- WHAT YOU WILL DO:
Find the word "that" in the records and copy every line where it occurs.

Saved data entries:
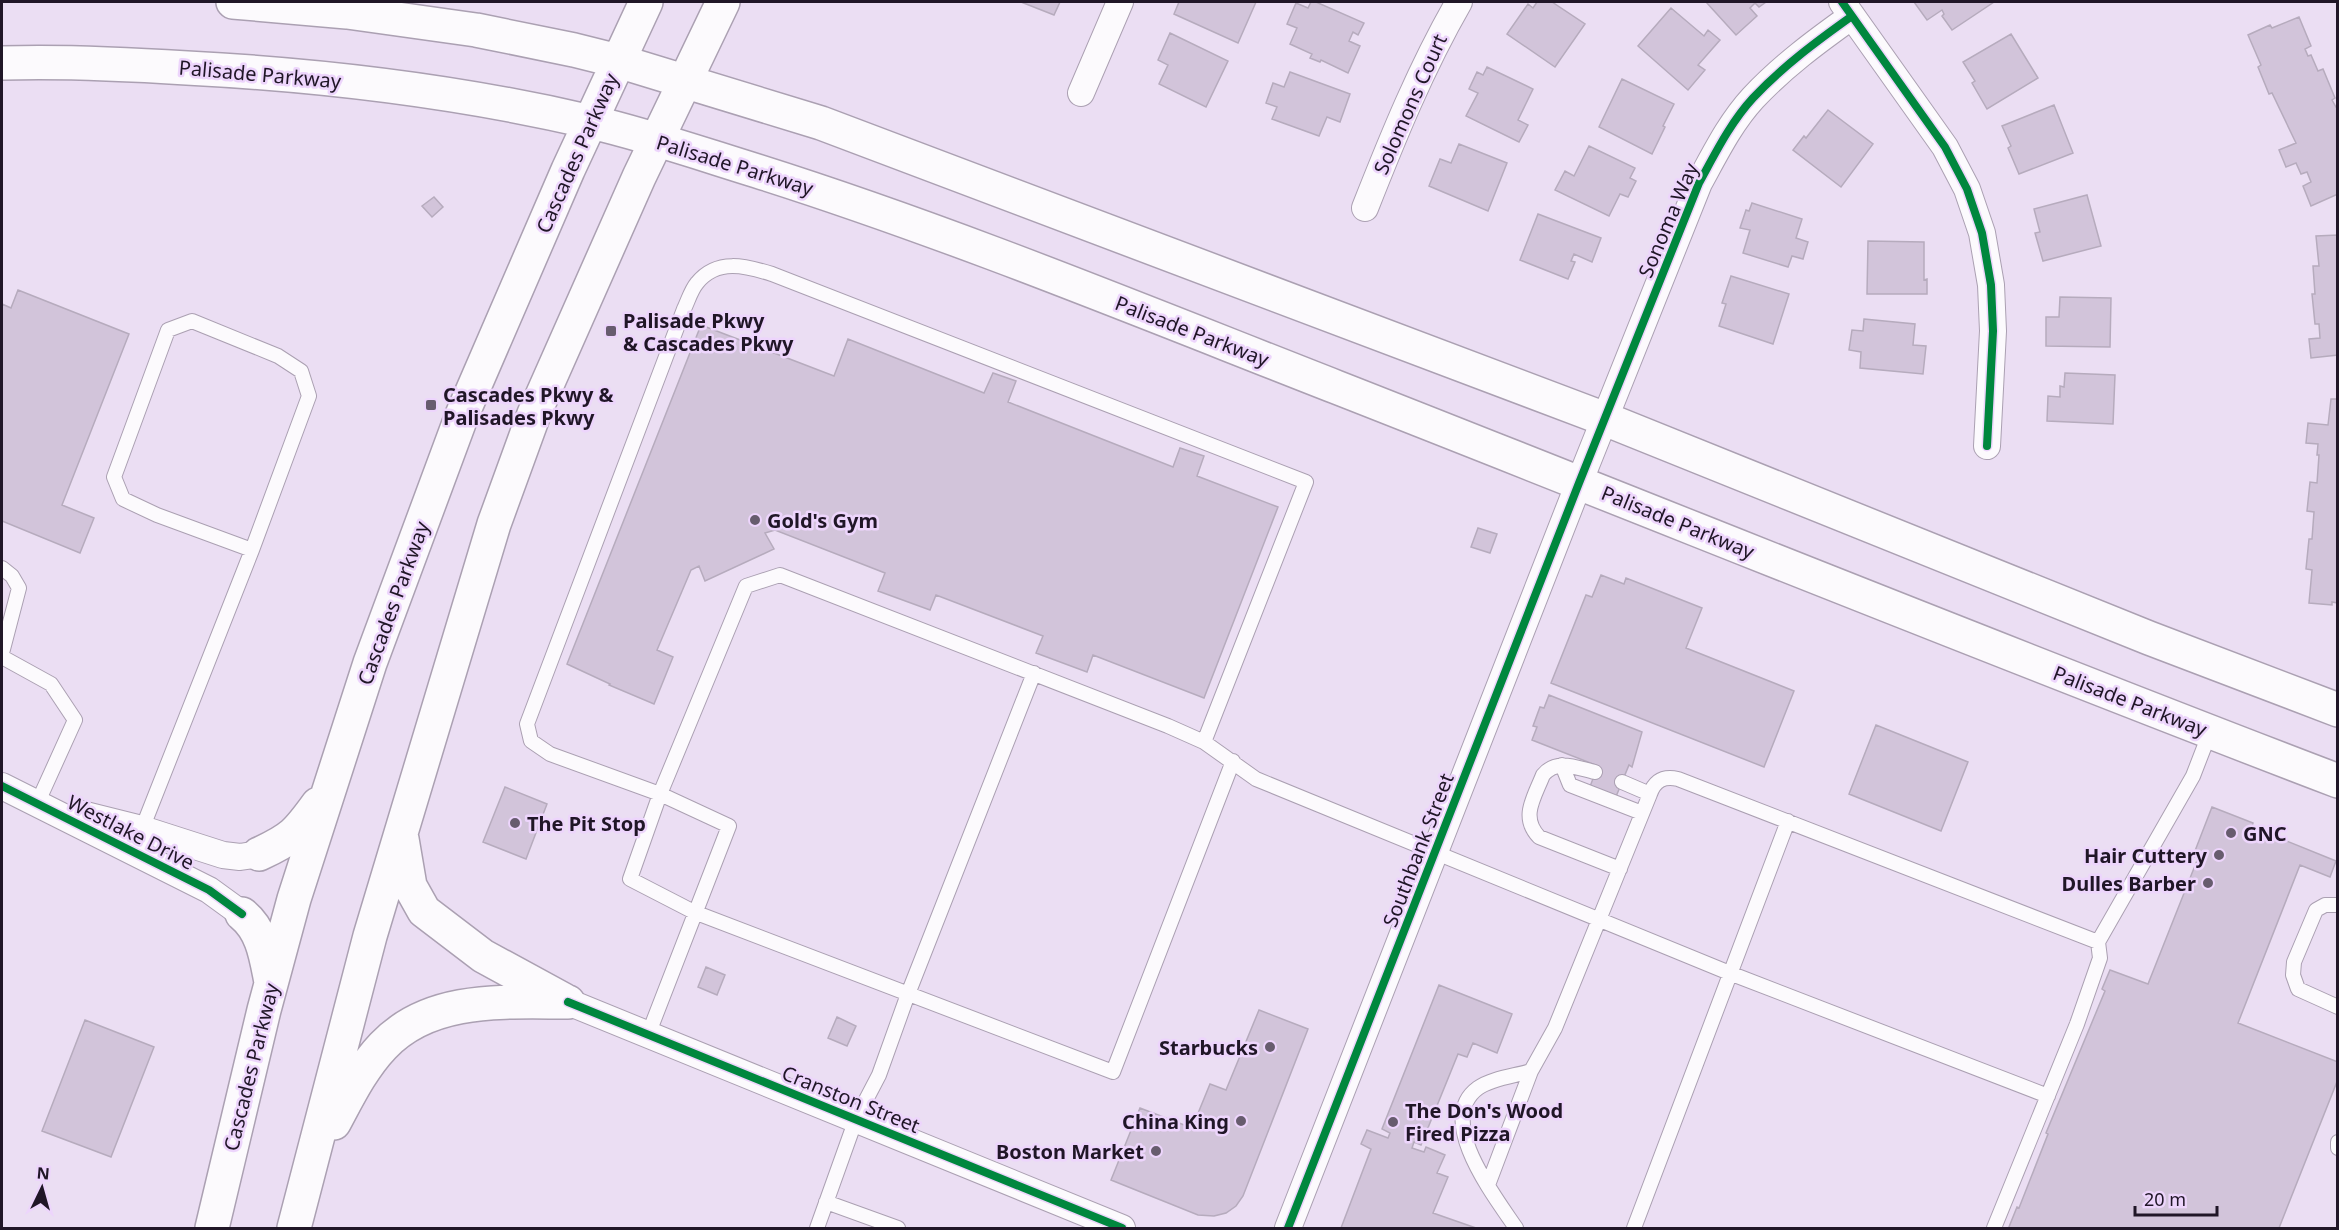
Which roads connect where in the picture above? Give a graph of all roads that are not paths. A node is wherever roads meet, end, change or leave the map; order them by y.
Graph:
1 (233, 2) edge
2 (646, 2) edge
3 (723, 2) edge
4 (1120, 2) edge
5 (1459, 2) edge
6 (1847, 9) edge
7 (618, 61) junction
8 (2, 63) edge
9 (684, 81) junction
10 (1081, 93) dead end
11 (591, 122) junction
12 (656, 141) junction
13 (1365, 208) dead end
14 (1605, 419) junction
15 (1987, 447) dead end
16 (1579, 483) junction
17 (252, 550) junction
18 (2, 568) edge
19 (2, 655) edge
20 (1034, 673) junction
21 (2337, 710) edge
22 (2210, 732) junction
23 (1204, 742) junction
24 (1233, 761) junction
25 (1562, 765) junction
26 (1595, 772) dead end
27 (2337, 781) edge
28 (1622, 782) dead end
29 (2, 786) edge
30 (331, 786) junction
31 (660, 794) junction
32 (1650, 794) junction
33 (37, 804) junction
34 (1642, 813) junction
35 (1788, 821) junction
36 (142, 828) junction
37 (400, 832) junction
38 (1435, 853) junction
39 (259, 854) joint
40 (1620, 869) junction
41 (2337, 905) edge
42 (694, 912) junction
43 (242, 914) joint
44 (1598, 920) junction
45 (2098, 942) junction
46 (1732, 974) junction
47 (272, 982) junction
48 (908, 994) junction
49 (568, 1002) junction
50 (2337, 1007) edge
51 (648, 1035) junction
52 (1531, 1071) junction
53 (2048, 1096) junction
54 (856, 1119) junction
55 (2337, 1142) edge
56 (2337, 1148) edge
57 (310, 1164) junction
58 (1488, 1185) junction
59 (826, 1202) junction
60 (212, 1228) edge
61 (294, 1228) edge
62 (817, 1228) edge
63 (898, 1228) edge
64 (1122, 1228) edge
65 (1288, 1228) edge
66 (1516, 1228) edge
67 (1634, 1228) edge
68 (1994, 1228) edge

1 - 7 main road
2 - 7 main road, Cascades Parkway
3 - 9 main road
4 - 10 street
5 - 13 street, Solomons Court
6 - 14 street, Sonoma Way
6 - 15 street
7 - 9 main road
7 - 11 main road, Cascades Parkway
8 - 11 main road, Palisade Parkway
9 - 12 main road
9 - 14 main road
11 - 12 main road, Palisade Parkway
11 - 30 main road, Cascades Parkway
12 - 16 main road, Palisade Parkway
12 - 37 main road
14 - 16 street, Sonoma Way
14 - 21 main road
16 - 22 main road, Palisade Parkway
16 - 38 street, Southbank Street
17 - 17 lane
17 - 36 lane
18 - 19 lane
19 - 33 lane
20 - 23 lane
20 - 31 lane
20 - 48 lane
22 - 27 main road, Palisade Parkway
22 - 45 lane
23 - 24 lane
23 - 31 lane
24 - 38 lane
24 - 48 lane
25 - 26 lane
25 - 34 lane
25 - 40 lane
28 - 32 lane
29 - 33 street, Westlake Drive
30 - 39 main road
30 - 47 main road, Cascades Parkway
31 - 42 lane
31 - 42 lane
32 - 34 lane
32 - 35 lane
33 - 36 street, Westlake Drive
33 - 43 street, Westlake Drive
34 - 40 lane
35 - 45 lane
35 - 46 lane
36 - 39 street, Westlake Drive
37 - 49 main road
37 - 57 main road
38 - 44 lane
38 - 65 street, Southbank Street
40 - 44 lane
41 - 50 lane
42 - 48 lane
42 - 51 lane
43 - 47 main road
44 - 46 lane
44 - 52 lane
45 - 53 lane
46 - 53 lane
46 - 67 lane
47 - 60 main road, Cascades Parkway
48 - 54 lane
49 - 51 street, Cranston Street
49 - 57 main road
51 - 54 street, Cranston Street
52 - 58 lane
52 - 58 lane
53 - 68 lane
54 - 59 lane
54 - 64 street, Cranston Street
55 - 56 lane
57 - 61 main road
58 - 66 lane
59 - 62 lane
59 - 63 lane

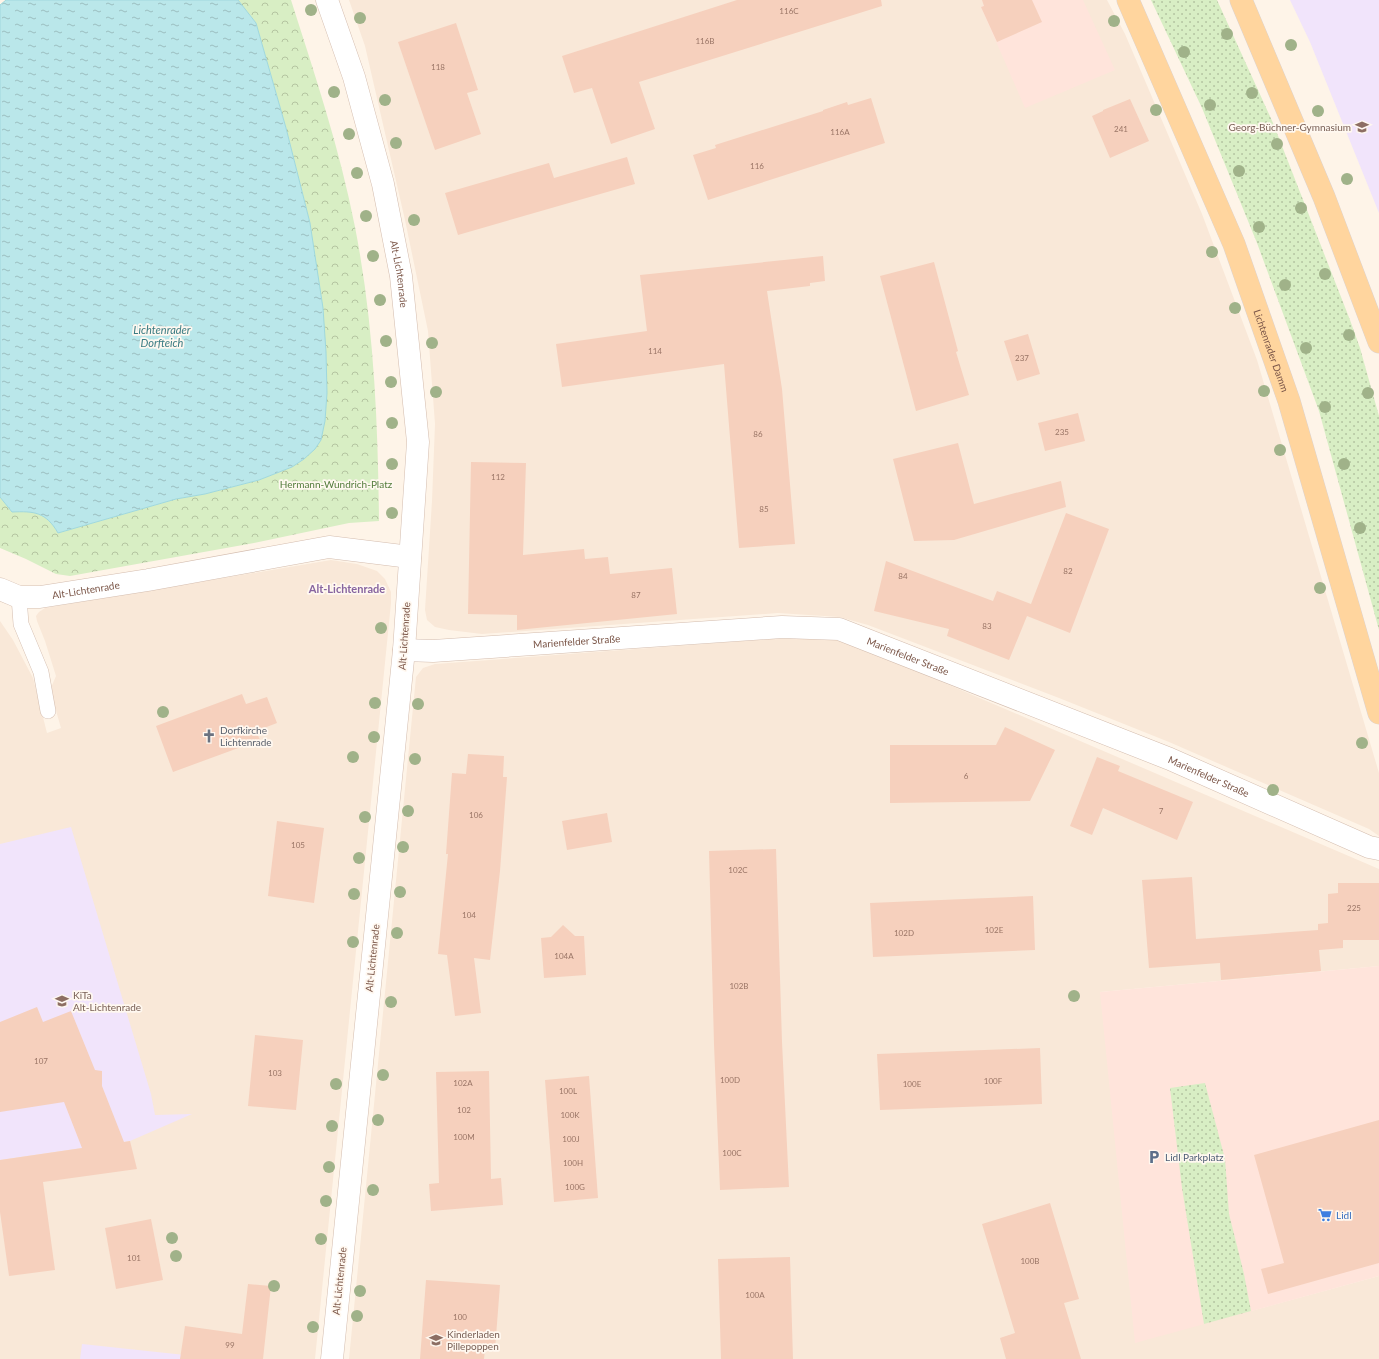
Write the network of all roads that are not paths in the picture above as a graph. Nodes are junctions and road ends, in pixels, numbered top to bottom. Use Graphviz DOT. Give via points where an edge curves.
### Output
graph roads {
  1 [pos="327,0"];
  2 [pos="1128,0"];
  3 [pos="1240,0"];
  4 [pos="1379,342"];
  5 [pos="410,557"];
  6 [pos="10,593"];
  7 [pos="404,650"];
  8 [pos="48,711"];
  9 [pos="1379,713"];
  10 [pos="1379,849"];
  11 [pos="332,1359"];
  1 -- 5 [label="street, Alt-Lichtenrade" via="354,77 384,184 401,276 418,442"];
  2 -- 9 [label="main road, Lichtenrader Damm" via="1239,259 1289,401"];
  3 -- 4 [label="main road" via="1324,197"];
  5 -- 6 [label="street, Alt-Lichtenrade" via="329,547 55,595 40,597"];
  5 -- 7 [label="street, Alt-Lichtenrade"];
  6 -- 8 [label="lane" via="41,672"];
  7 -- 10 [label="street, Marienfelder Straße" via="433,652 782,627 839,629 1170,759 1369,847"];
  7 -- 11 [label="street, Alt-Lichtenrade"];
}
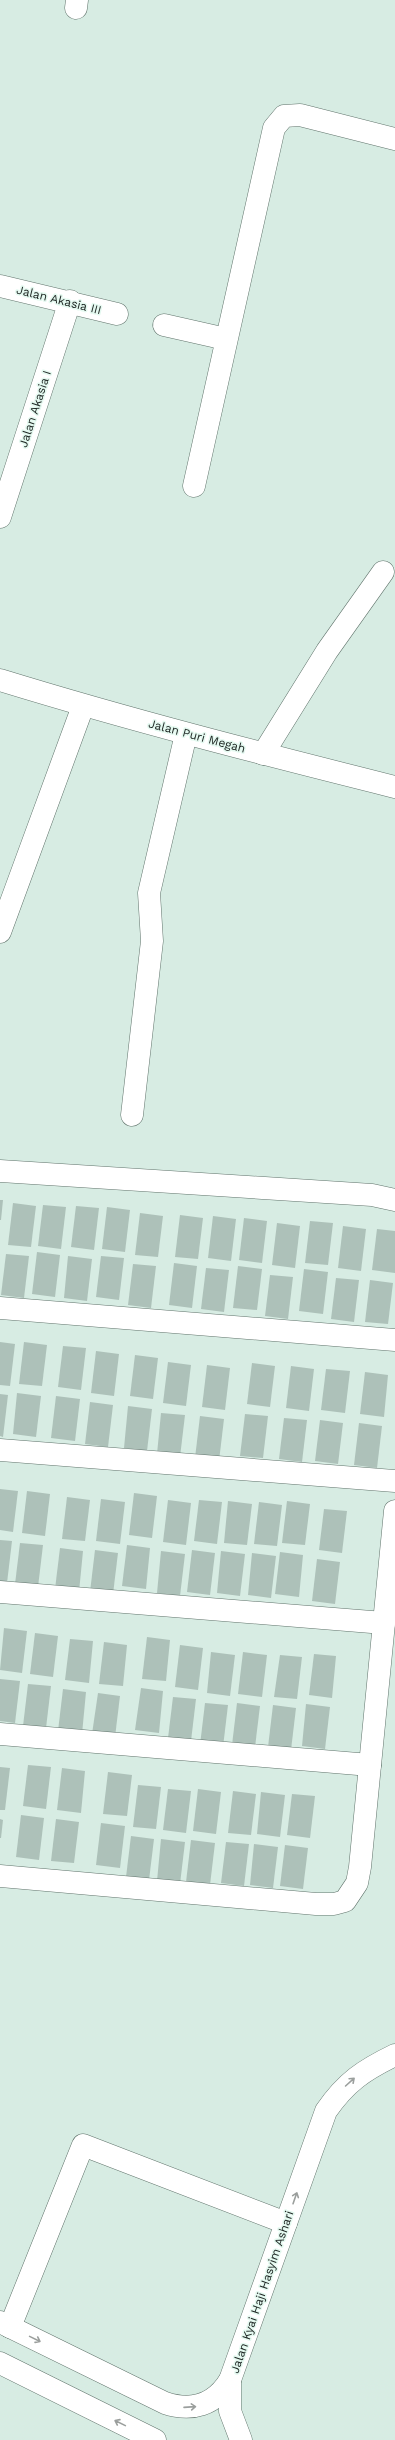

- THE COMPLETED TASK:
Which roads connect where in the picture above? Give a graph of all roads that are not paths. A node is wherever roads meet, end, change or leave the map; order them by y.
Write the network of all roads that are not paths in the picture above as a graph. Nodes are junctions and road ends, in pixels, numbered top to bottom. Use Graphviz DOT. Give via points where an edge curves.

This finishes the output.